Challenges in current system:
- It refers to carbon sequestration that can happen even in the absence of targeted action.
- Forests can grow back on agricultural land abandoned by households moving to industrial jobs. This is known as the Forest Transition.
- This transition has been underway in India since the mid-90s, with steady net-positive growth.
- While protecting one forest, emission generating activities that can be deflected to other neighbouring forests.
- Counting negative emissions from this forest will be fraudulent.
- For example, in rural India, the fuelwood has to come from somewhere, and all that changes is that the women have to walk farther, spend more time, and face more harassment but total emissions remain the same.

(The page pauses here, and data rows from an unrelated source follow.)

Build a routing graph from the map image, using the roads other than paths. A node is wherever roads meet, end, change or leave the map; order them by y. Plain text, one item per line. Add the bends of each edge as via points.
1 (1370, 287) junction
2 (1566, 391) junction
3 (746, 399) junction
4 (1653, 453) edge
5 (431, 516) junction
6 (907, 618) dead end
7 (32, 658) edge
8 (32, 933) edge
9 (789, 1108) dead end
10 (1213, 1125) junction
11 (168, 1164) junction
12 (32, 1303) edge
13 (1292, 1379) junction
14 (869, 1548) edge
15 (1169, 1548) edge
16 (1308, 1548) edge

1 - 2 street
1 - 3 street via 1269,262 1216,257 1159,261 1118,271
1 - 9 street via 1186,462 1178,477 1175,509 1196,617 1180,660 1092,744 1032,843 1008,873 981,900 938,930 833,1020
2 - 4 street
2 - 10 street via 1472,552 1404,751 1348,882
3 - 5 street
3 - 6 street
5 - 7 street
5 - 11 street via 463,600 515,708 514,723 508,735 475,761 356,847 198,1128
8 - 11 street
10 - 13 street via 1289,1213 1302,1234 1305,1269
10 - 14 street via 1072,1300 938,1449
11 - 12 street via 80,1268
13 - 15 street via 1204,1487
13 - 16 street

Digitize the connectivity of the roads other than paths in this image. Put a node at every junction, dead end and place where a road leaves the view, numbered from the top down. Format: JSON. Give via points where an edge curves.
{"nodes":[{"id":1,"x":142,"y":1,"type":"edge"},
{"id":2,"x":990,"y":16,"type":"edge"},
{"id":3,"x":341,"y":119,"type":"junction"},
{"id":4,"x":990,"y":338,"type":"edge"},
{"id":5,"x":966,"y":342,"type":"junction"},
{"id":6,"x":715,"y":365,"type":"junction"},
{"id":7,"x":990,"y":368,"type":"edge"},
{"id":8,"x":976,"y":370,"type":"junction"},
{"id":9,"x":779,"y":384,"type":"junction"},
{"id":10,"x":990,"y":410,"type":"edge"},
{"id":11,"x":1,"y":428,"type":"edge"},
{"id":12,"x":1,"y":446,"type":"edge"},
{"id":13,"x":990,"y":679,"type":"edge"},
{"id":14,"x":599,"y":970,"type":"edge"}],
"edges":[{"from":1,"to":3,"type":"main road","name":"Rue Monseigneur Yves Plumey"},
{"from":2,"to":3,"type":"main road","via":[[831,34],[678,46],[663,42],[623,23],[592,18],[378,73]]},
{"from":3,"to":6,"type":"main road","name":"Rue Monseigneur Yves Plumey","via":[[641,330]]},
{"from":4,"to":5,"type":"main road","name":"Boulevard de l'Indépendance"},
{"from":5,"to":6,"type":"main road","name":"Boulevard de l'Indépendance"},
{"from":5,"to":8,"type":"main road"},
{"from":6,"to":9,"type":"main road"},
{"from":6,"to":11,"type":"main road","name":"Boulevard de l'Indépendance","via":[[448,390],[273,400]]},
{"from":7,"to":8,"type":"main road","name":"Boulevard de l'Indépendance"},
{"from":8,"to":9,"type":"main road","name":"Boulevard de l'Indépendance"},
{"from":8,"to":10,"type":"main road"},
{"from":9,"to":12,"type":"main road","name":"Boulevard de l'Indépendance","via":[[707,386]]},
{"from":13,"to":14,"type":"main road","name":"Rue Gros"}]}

- With climate change, we can expect more heat waves, dry spells, and more frequent and intense forest fires.
- Example – The Bootleg fire in Oregon burned through 90,000 acres of forest set aside as carbon offsets for Microsoft and BP. This forest, and the carbon it holds, were expected to live for at least 100 years.
- Cost and logistical challenges and biophysical limitations (e.g., poor water availability constrains growth and increases mortality
- To protect and restore, our forests, we must create incentives and build equity for local communities to reap a fair share of benefits.
- Forests will be protected and restored when communities living near these forests expect to derive direct material benefits.
- India’s Forest Rights Act 2006 allows communities to own and manage their forests. Chhattisgarh, Odisha, and Jharkhand have already recognised this opportunity to create jobs and wealth. But this opportunity requires the private sector to step up and support the process.
- By engaging directly with communities, the informal forest economy can be transformed into business transactions that are fair and transparent and incentivise sustainable protection, management, and restoration of India’s forests.
- If communities protect forests because they get better prices for Sal seeds, Mahua flowers, or Tendu leaves, they will protect them from fires as well as any other threats that come along. Carbon sequestration will be a side benefit.
- The rising demand for forest based products and resultant deforestation and encroachment has led to a severe loss of natural resources and destruction of habitat
- The Living Planet Report 2006 ranked India as the third highest gross foot print nation, followed by US and China.
- India is presently 4th largest economy in terms of purchasing power parity and is growing at 8-9 per cent per annum. This fast growth coupled with the needs and aspirations of more than one billion people is a challenge for conservation of forests unless environmentally responsible policies are in place.
- In this regard, the new initiative apart from cabin sequestration such as Payment for Forest Ecosystem Services (PES), Ecological Footprint Analysis and Forest Certification, must be explored.